● **PROBLEM DETAILS**: Would you copy each line of the data below that has "roads"?

● **SOURCE DATA**:
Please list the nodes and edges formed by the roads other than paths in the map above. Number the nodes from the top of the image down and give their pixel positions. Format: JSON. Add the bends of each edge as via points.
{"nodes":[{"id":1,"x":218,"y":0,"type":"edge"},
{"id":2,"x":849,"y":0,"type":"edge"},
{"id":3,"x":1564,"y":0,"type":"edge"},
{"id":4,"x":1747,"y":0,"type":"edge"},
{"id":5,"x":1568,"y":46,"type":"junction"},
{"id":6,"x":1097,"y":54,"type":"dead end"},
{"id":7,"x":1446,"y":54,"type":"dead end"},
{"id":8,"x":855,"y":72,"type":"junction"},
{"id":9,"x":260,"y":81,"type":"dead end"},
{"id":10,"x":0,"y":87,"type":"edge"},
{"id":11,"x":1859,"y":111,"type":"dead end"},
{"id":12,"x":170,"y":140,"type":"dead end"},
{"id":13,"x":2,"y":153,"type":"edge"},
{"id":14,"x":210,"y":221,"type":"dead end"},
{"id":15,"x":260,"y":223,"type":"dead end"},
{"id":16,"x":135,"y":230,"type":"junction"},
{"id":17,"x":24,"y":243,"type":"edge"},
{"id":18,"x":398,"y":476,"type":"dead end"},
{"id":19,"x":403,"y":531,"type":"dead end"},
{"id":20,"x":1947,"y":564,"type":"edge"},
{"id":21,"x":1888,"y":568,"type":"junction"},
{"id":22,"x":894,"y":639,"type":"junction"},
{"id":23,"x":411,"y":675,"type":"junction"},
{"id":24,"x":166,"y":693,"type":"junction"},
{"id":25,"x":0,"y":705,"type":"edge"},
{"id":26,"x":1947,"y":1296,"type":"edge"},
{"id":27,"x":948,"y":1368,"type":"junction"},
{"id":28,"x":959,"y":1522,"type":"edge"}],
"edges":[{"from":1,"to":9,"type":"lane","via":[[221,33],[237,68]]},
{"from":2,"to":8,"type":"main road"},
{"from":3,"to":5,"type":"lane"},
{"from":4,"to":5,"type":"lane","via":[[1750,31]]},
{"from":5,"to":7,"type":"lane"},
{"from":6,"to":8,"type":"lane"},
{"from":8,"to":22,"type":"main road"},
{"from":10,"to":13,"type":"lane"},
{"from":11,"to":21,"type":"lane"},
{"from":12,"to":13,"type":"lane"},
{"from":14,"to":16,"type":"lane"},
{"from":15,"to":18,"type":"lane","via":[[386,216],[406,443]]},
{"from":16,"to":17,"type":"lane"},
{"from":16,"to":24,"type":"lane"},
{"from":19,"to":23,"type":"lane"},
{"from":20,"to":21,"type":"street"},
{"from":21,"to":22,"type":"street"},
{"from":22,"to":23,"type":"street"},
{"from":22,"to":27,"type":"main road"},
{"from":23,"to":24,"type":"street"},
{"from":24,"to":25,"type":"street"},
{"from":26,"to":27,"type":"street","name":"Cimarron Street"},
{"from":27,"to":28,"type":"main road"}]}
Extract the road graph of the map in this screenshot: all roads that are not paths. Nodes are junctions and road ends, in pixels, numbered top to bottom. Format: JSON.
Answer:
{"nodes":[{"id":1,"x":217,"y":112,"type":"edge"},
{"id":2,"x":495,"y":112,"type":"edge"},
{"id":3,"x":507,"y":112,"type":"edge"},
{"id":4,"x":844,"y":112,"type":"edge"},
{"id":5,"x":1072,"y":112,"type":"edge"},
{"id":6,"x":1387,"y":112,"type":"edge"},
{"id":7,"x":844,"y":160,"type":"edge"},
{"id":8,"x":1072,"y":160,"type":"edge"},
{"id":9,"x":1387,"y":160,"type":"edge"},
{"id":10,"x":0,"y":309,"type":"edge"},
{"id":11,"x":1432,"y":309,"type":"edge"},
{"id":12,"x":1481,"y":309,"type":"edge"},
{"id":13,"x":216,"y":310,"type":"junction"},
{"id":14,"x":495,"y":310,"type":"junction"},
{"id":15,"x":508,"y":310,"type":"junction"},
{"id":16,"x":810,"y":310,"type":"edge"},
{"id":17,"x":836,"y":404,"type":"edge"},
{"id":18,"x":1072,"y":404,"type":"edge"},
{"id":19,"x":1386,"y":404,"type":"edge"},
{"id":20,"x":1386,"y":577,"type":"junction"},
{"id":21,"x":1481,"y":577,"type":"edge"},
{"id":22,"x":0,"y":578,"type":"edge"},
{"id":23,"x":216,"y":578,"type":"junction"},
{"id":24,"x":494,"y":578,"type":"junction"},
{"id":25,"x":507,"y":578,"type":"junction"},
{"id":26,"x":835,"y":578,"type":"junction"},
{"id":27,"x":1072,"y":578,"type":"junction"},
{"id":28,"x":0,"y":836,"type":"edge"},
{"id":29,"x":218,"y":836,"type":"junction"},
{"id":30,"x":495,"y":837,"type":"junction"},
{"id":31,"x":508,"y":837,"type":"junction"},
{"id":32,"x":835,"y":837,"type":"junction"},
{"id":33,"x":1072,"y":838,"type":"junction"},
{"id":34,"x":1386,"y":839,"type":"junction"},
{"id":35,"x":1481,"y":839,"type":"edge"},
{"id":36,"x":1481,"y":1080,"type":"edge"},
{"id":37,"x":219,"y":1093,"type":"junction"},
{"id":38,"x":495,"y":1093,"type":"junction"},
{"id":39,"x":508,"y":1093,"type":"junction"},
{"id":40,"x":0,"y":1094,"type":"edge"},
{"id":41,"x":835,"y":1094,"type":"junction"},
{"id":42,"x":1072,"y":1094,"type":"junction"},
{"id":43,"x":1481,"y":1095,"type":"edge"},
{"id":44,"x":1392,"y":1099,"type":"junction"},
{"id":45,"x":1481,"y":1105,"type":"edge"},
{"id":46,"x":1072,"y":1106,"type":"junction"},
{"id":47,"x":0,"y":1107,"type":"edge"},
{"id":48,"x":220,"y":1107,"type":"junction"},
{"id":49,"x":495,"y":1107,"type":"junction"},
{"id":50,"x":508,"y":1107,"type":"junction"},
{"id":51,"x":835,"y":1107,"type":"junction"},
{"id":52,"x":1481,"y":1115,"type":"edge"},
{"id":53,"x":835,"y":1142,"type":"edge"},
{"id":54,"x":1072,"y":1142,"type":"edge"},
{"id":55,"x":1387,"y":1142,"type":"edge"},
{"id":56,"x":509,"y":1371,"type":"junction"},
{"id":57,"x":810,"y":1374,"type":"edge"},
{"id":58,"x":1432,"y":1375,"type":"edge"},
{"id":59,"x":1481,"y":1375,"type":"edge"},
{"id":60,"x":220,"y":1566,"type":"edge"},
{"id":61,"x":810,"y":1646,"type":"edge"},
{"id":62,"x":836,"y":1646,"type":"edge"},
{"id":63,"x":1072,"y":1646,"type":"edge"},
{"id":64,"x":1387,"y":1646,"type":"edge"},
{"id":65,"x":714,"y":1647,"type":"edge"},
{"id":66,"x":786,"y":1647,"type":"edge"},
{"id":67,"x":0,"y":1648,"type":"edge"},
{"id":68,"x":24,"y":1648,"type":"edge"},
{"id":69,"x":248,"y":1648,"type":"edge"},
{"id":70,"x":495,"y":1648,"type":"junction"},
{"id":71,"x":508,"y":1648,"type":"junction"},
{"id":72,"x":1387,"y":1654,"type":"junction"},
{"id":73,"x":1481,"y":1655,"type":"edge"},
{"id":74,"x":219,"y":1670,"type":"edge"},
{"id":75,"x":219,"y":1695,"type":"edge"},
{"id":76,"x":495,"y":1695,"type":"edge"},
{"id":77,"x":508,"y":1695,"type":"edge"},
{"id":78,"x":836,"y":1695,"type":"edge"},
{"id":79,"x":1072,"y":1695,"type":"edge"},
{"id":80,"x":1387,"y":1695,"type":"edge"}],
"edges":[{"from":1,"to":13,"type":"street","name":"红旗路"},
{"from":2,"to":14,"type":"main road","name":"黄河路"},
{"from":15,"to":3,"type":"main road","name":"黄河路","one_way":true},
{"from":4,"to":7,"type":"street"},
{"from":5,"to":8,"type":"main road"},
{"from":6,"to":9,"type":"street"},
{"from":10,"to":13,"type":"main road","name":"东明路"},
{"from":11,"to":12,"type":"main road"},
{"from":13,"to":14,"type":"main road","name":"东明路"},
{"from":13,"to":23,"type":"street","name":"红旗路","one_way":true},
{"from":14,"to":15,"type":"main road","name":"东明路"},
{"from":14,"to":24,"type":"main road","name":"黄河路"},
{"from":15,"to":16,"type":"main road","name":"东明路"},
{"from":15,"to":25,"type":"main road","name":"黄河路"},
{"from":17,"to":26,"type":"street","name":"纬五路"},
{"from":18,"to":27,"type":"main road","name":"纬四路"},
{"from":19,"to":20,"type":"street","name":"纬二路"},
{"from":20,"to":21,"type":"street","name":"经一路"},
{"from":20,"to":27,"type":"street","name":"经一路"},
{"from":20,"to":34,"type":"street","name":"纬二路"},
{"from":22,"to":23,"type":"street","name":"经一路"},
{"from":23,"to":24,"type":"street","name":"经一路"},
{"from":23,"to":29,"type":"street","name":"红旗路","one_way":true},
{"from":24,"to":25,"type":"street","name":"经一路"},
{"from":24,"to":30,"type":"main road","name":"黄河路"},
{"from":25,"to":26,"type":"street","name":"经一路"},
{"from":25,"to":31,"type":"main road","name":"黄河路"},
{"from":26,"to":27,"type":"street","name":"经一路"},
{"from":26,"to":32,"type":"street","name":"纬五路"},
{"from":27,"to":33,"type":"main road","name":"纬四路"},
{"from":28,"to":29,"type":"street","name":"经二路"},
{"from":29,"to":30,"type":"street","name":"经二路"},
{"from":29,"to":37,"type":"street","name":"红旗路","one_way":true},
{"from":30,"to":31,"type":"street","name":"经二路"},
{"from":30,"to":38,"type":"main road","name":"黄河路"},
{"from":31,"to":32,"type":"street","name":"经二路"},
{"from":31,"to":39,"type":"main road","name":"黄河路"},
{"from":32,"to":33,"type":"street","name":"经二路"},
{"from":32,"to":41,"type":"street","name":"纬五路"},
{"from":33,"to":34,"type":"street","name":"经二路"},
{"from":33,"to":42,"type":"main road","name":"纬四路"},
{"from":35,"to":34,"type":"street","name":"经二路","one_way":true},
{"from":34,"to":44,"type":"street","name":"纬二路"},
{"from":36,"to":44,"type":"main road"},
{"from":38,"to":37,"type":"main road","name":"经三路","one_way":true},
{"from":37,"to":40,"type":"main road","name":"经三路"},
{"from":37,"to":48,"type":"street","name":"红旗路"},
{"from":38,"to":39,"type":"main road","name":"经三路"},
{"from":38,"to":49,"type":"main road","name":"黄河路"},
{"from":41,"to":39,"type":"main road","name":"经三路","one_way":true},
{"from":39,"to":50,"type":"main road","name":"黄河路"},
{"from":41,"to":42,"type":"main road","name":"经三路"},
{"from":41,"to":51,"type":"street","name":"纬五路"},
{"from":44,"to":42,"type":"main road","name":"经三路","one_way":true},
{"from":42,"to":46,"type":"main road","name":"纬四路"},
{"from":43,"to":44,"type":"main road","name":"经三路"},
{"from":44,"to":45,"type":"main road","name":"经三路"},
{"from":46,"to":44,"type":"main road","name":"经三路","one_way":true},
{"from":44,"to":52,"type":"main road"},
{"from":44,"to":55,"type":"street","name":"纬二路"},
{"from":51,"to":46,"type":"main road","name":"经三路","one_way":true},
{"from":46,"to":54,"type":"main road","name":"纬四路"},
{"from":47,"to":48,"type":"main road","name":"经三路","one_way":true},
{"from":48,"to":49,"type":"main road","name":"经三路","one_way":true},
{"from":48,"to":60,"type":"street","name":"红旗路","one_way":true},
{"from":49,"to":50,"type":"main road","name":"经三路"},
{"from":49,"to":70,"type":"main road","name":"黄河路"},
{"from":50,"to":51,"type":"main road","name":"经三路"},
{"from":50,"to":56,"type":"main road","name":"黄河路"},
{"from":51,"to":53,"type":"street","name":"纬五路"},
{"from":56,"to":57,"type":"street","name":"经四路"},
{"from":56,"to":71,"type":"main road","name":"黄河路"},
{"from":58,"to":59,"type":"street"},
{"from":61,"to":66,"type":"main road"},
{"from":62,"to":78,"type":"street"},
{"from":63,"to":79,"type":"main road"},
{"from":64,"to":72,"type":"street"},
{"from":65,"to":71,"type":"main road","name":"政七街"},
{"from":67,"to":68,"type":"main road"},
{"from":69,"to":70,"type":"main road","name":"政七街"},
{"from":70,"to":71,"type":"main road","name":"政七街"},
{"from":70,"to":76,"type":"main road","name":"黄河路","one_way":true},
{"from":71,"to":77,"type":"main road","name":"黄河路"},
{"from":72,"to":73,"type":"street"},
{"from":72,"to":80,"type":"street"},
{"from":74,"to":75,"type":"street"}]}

● **EXERCISE SOLUTION**:
Please list the nodes and edges formed by the roads other than paths in the map above. Number the nodes from the top of the image down and give their pixel positions. Format: JSON. Add the bends of each edge as via points.
Extract the road graph of the map in this screenshot: all roads that are not paths. Nodes are junctions and road ends, in pixels, numbered top to bottom. Format: JSON.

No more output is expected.